The skill is in knowing when it is right to leave, which turns on knowing when the relationship has nothing more to teach us. In this case our feelings will guide us to the next stage of our experience.
I began my teacher training at 18 and married at 19. Both choices were made as a result of outside pressures, imposed by those who benefited by most by my choices. I lasted 7 years. Like Lauren Winner, the emotional dissonance and the resulting stress intensified slowly until it became untenable, and I felt I had to leave the church I loved because I couldn’t cope with all the guilt that I felt. I left the man, and the tenured teaching position, and moved towards an unknown future but, because my unease and unhappiness were so great, I was never tempted to look back.
Within a couple of years I finished a law degree that I had started whilst teaching, and I moved overseas, in what was the first of a series that lasted 14 years, covering six countries and four continents.
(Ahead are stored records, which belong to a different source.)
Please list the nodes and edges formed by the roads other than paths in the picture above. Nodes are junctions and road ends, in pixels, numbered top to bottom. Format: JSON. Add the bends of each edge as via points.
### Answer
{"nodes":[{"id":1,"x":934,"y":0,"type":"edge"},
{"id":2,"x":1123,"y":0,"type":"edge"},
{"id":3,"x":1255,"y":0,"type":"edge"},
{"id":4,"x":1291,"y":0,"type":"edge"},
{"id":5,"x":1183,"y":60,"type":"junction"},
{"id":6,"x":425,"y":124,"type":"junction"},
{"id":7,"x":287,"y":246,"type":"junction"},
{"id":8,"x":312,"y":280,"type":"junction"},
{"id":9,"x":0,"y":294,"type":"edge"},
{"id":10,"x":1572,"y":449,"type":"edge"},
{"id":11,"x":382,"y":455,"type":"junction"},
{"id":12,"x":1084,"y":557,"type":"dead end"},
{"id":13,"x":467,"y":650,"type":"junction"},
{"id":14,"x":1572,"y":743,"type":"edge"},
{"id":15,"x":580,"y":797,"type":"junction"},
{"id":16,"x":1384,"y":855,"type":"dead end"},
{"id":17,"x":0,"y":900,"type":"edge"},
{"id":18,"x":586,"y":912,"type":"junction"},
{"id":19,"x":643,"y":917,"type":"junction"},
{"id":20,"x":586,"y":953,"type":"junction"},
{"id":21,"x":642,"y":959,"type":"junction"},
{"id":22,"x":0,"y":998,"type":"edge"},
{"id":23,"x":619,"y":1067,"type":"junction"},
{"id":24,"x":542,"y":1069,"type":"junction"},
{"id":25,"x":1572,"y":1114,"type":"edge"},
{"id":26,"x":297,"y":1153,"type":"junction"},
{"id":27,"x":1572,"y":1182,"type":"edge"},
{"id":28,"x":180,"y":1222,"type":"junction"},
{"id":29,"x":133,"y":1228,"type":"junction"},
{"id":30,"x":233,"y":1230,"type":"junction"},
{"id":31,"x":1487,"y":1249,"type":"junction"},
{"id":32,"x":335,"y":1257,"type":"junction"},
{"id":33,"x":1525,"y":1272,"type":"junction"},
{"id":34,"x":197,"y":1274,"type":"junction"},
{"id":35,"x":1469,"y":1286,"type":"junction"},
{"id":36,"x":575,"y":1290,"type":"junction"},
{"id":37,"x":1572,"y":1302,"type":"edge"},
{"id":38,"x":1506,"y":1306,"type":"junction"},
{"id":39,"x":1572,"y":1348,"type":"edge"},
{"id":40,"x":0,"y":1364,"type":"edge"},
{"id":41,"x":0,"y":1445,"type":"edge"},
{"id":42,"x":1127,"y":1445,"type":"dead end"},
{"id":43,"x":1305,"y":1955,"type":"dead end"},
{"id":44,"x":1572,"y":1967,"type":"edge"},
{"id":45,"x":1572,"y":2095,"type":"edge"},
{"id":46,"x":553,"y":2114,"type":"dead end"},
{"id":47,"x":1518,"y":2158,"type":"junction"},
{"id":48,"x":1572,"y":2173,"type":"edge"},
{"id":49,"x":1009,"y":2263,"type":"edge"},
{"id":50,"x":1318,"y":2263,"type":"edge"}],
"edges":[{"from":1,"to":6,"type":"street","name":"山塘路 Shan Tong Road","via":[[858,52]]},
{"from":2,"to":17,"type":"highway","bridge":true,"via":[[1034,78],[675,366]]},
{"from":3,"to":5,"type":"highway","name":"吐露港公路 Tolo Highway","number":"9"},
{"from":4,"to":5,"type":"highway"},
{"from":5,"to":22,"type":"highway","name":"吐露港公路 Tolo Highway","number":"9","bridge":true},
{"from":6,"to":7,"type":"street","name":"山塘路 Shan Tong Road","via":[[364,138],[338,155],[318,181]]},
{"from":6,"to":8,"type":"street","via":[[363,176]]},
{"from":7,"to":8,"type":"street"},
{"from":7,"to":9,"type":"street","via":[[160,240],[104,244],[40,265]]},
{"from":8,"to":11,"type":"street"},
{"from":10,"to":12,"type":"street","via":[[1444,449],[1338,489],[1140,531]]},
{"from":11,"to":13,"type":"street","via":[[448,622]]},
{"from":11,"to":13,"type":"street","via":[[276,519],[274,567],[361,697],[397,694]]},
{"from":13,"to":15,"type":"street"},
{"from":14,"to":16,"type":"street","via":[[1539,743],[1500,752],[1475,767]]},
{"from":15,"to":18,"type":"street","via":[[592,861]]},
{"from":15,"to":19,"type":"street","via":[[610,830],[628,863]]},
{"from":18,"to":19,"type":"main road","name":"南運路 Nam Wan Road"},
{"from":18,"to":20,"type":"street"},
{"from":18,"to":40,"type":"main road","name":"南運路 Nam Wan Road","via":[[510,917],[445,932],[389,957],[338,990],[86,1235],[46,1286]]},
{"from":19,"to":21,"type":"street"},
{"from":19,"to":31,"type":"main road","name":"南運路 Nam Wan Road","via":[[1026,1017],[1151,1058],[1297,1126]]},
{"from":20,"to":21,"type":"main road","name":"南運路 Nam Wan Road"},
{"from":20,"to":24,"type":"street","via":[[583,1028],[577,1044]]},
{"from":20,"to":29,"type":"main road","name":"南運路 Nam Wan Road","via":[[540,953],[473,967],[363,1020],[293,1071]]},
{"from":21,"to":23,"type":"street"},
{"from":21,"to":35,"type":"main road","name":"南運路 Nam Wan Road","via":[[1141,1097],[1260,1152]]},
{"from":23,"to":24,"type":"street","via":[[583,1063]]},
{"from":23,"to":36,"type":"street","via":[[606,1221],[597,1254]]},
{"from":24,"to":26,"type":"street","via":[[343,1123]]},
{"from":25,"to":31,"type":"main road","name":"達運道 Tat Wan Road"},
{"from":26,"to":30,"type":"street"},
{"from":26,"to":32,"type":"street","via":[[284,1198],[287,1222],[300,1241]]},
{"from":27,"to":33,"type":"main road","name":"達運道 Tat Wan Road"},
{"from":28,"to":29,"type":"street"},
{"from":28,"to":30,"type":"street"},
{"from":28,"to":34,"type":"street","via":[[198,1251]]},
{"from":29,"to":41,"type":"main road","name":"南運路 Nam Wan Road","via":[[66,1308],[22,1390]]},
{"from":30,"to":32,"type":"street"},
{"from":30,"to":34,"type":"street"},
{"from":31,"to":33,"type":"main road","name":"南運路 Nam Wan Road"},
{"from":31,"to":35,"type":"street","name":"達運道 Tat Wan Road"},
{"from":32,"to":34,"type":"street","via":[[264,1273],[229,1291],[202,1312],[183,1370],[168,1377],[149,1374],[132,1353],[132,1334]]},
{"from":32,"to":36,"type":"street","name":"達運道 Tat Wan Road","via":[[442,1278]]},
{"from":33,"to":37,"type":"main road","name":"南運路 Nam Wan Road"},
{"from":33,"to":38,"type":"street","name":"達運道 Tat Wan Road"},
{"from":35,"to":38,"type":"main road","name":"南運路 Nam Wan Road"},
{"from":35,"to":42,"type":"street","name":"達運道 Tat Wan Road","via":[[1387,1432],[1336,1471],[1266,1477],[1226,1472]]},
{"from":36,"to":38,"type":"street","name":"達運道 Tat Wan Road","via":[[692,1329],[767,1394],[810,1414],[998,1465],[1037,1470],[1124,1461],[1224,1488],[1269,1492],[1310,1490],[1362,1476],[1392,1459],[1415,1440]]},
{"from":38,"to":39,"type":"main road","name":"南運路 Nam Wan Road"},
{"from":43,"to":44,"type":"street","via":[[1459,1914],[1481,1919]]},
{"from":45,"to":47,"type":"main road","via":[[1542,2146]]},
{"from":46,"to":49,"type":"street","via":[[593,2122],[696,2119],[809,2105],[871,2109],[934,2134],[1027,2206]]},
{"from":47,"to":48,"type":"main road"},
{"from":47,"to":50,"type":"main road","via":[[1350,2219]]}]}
My life became motivated by the new and the different, as opposed to the known and the predictable. It was the life that fed my soul and allowed me to grow in ways that my soul longed for. Boredom for me equals death and, for me, a boring life was just not worth living. But it was also the life that gave me the experience that allowed me to develop the skills to allow me to live my life today, alone, because my partner of 20 years died suddenly 10 years ago.
Living the life our soul desires demands a sophisticated level of intellectual, emotional and spiritual intelligence to balance the competing demands, forces and energies of all the people, conditions and events we have to cope with in this life. If we do not develop this broad based intelligence, if we just continue to live superficially, gratifying every urge, scratching every itch, motivated primarily by the avoidance of pain and the pursuit of pleasure, without regard to the big picture of who we really are and why we are here, all the new, exciting and different things in the world will only ever feel empty and soulless.